January 29, 2019 / 10:06 AM / 23 days ago

India asks top court to allow land transfer near disputed Ayodhya site

NEW DELHI (Reuters) - India’s government on Tuesday asked the Supreme Court to allow it to hand over land to a Hindu trust that wants to build a temple in the northern town of Ayodhya, long a flashpoint for minority Muslims.

FILE PHOTO: People look at a model of a proposed Ram temple that Hindu groups want to build at a disputed religious site in Ayodhya in the northern state of Uttar Pradesh, India, November 9, 2018. REUTERS/Pawan Kumar/File Photo

The move comes as Prime Minister Narendra Modi’s ruling alliance faces a tightening race for an election due by May, with opinion polls suggesting it could fall short of a parliamentary majority.

The government, under pressure from its Hindu base to build a temple to the god-king Rama on a site where zealots demolished a 16th century mosque, said land around the disputed site could be given to the trust while the court decided the title suit.

“A large part of the remaining superfluous land comprises properties of which the title is not even in dispute,” the government said in asking the judges to allow the land transfer.

After the 1992 destruction of the Babri mosque that triggered Hindu-Muslim riots across India which killed at least 2,000 people, the Supreme Court ordered a freeze on activity at the disputed site and surrounding areas.

But it has not moved forward in resolving the dispute, prompting a renewed campaign by Hindu hardliners for the construction of the temple at the site they believe to be the birthplace of Rama.

Leaders of Modi’s Hindu nationalist Bharatiya Janata Party, hope the handover will help assuage the hardliners, who can begin some form of construction ahead of the election.

“We are trying to do it in the legal way,” said Subramaniam Swamy, one party leader, adding that if the Supreme Court allowed the surplus land to be given to the Ram Janambhoomi Trust, it could start construction of the temple.

But one leader of India’s tiny Muslim minority, which makes up 14 percent of a population of 1.3 billion that is 80 percent Hindu, said the government’s latest proposal on the Ayodhya dispute was aimed at shoring up its base.

“Threatening the judicial process like this is another (failed) attempt to save BJP from their rapidly diminishing political fortunes,” said Asaduddin Owaisi, the president of the All India Majlis e-Ittehadul Muslimeen party.
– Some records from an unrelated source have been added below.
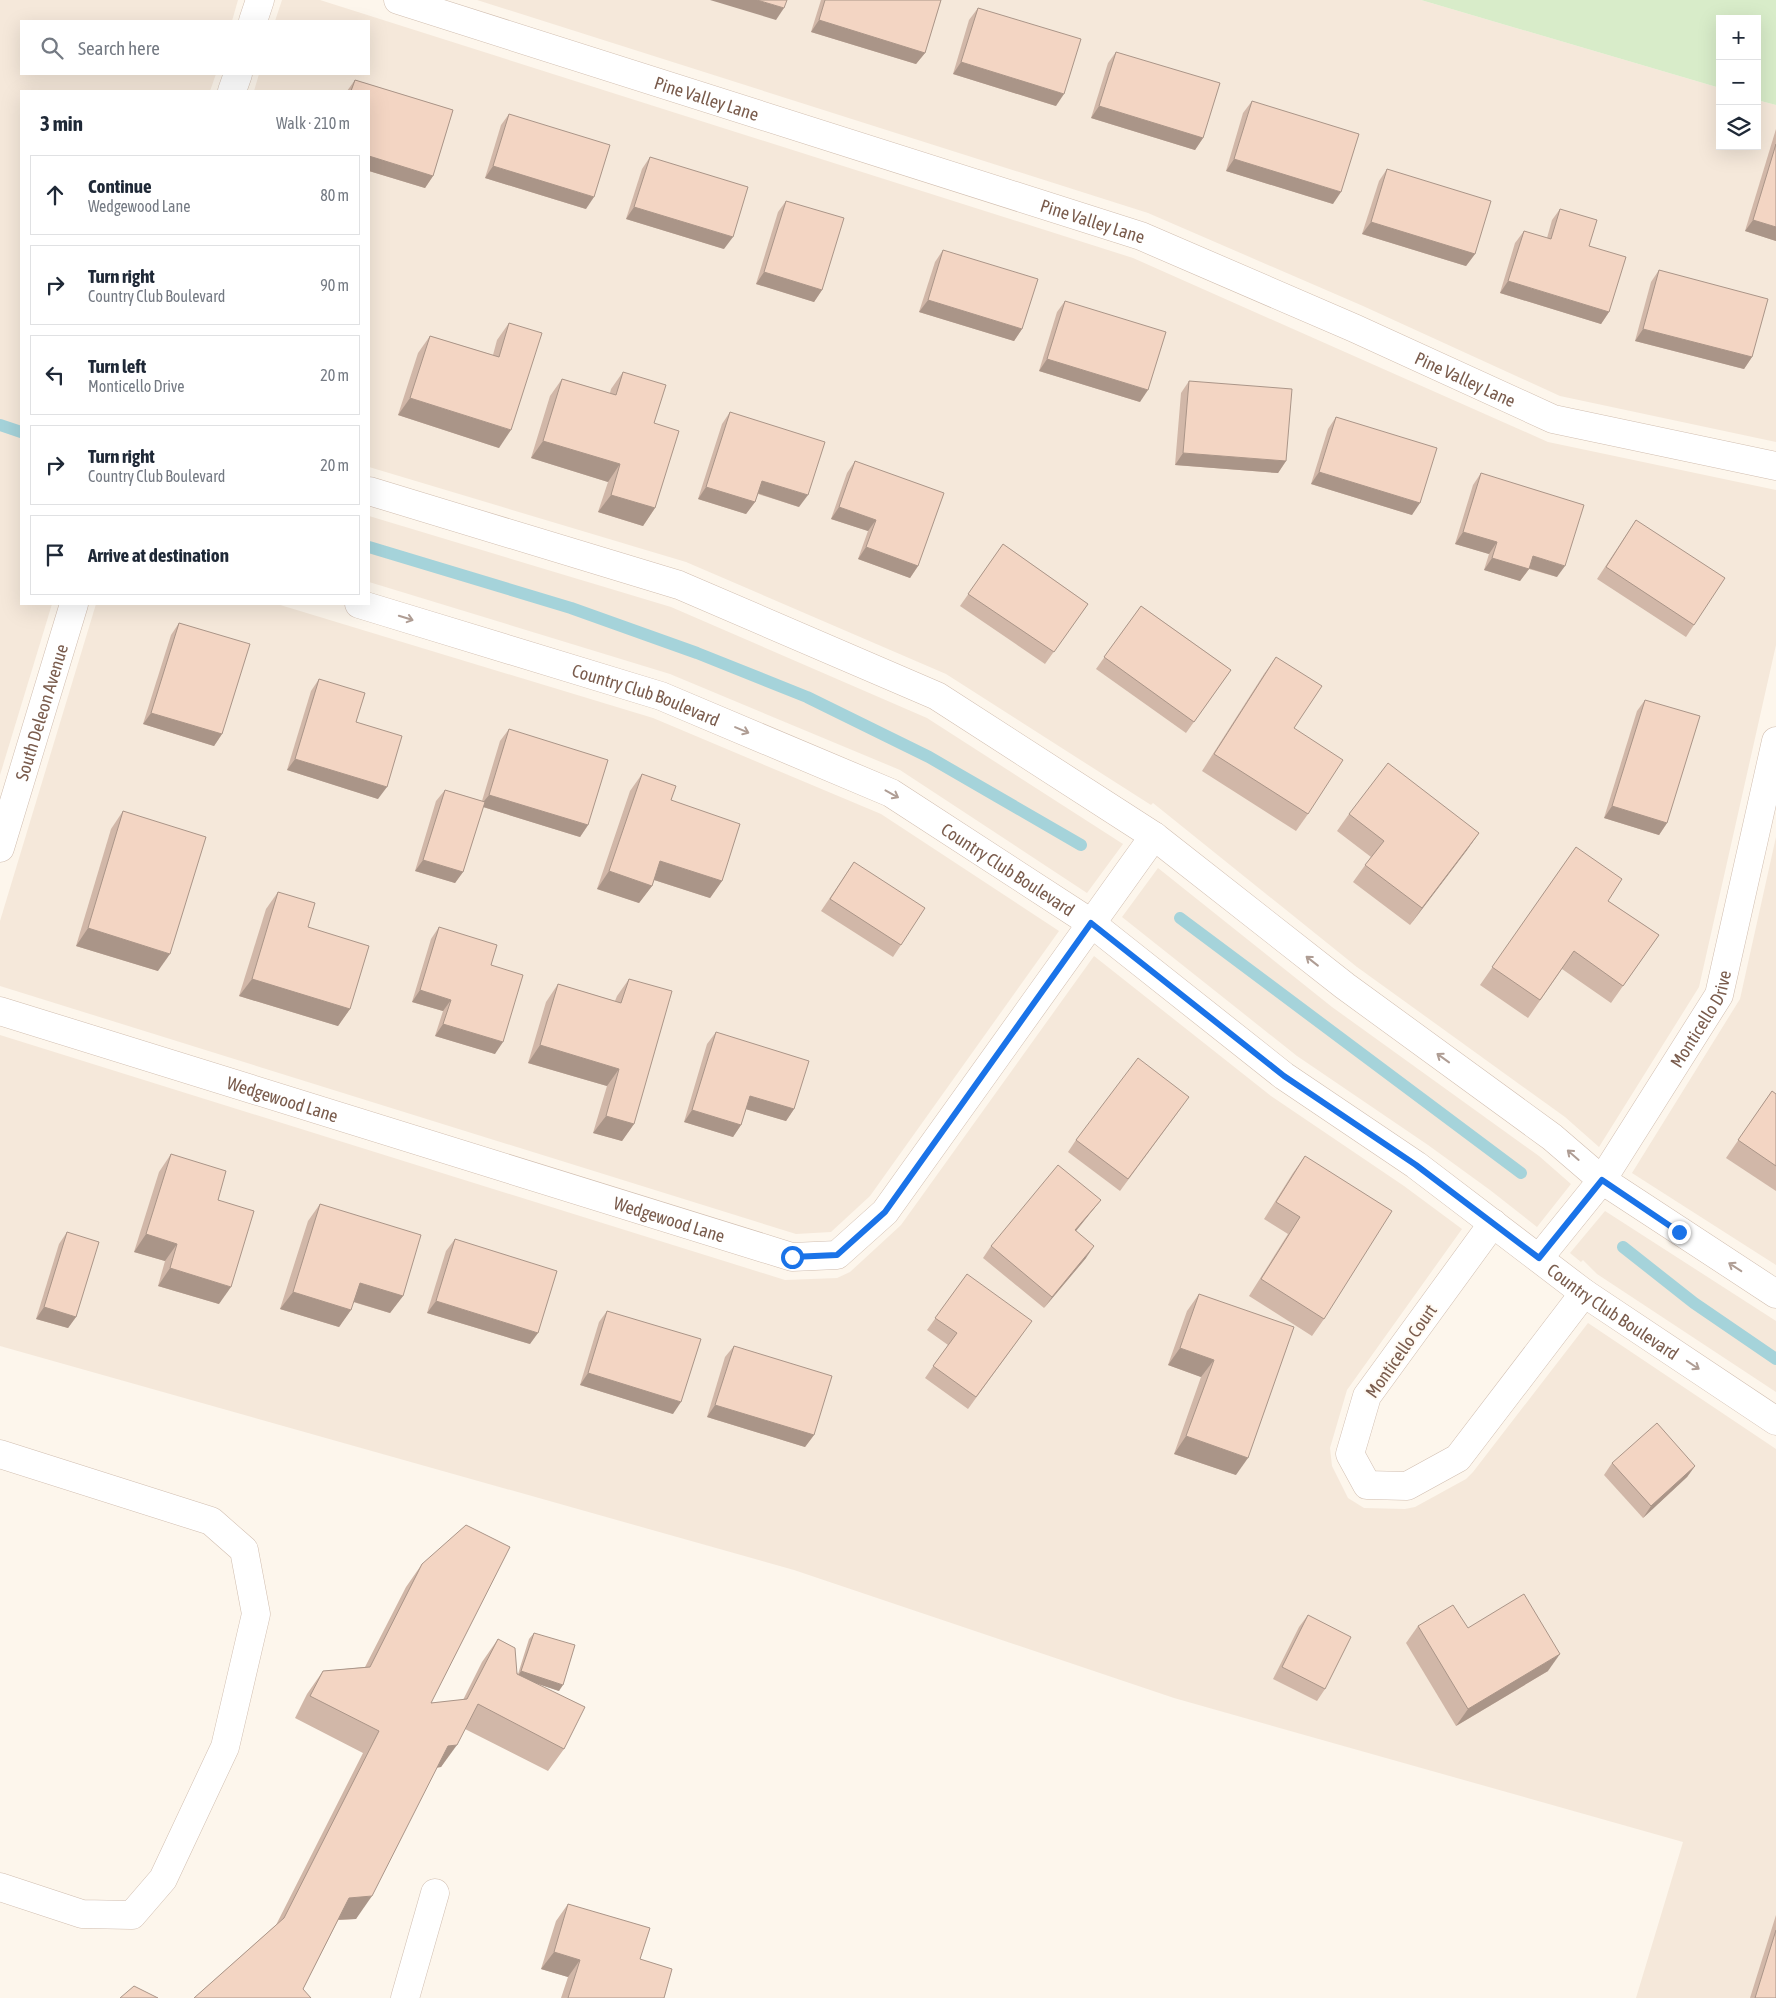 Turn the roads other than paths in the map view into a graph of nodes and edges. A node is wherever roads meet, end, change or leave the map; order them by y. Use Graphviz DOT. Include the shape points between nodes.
graph roads {
  1 [pos="260,0"];
  2 [pos="398,0"];
  3 [pos="254,20"];
  4 [pos="238,75"];
  5 [pos="232,90"];
  6 [pos="1776,466"];
  7 [pos="370,491"];
  8 [pos="74,605"];
  9 [pos="362,605"];
  10 [pos="1776,741"];
  11 [pos="1154,836"];
  12 [pos="0,848"];
  13 [pos="1091,923"];
  14 [pos="0,1011"];
  15 [pos="1602,1180"];
  16 [pos="1493,1223"];
  17 [pos="1539,1258"];
  18 [pos="1584,1293"];
  19 [pos="1776,1294"];
  20 [pos="1776,1420"];
  21 [pos="0,1454"];
  22 [pos="0,1887"];
  23 [pos="436,1893"];
  24 [pos="405,1998"];
  1 -- 3 [label="street"];
  2 -- 6 [label="street, Pine Valley Lane" via="1141,236 1553,419"];
  4 -- 5 [label="street"];
  7 -- 11 [label="street" via="679,585 937,696"];
  8 -- 12 [label="street, South Deleon Avenue"];
  9 -- 13 [label="street, Country Club Boulevard, one-way" via="661,696 891,792"];
  10 -- 15 [label="street, Monticello Drive" via="1719,995"];
  11 -- 13 [label="street, Wedgewood Lane"];
  15 -- 11 [label="street, one-way" via="1552,1137 1345,986"];
  13 -- 14 [label="street, Wedgewood Lane" via="885,1212 837,1255 792,1257"];
  13 -- 16 [label="street, Country Club Boulevard" via="1284,1076 1416,1165"];
  15 -- 17 [label="street, Monticello Drive"];
  19 -- 15 [label="street, one-way"];
  16 -- 17 [label="street, Country Club Boulevard"];
  16 -- 18 [label="street, Monticello Court" via="1367,1396 1350,1454 1366,1485 1407,1486 1458,1458"];
  17 -- 18 [label="street, Country Club Boulevard"];
  18 -- 20 [label="street, Country Club Boulevard, one-way"];
  21 -- 22 [label="street" via="211,1521 244,1550 256,1614 225,1747 163,1879 132,1915 82,1914"];
  23 -- 24 [label="street"];
}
The BJP lost power in three states in assembly elections in December, and wants to avoid a similar result during the general election in Uttar Pradesh, a state of 220 million people where Ayodhya is located.

The Supreme Court did not immediately respond to the petition. In the past, it has urged parties to the Ayodhya dispute to observe the status quo and deployed security forces to ensure there is no activity in the area.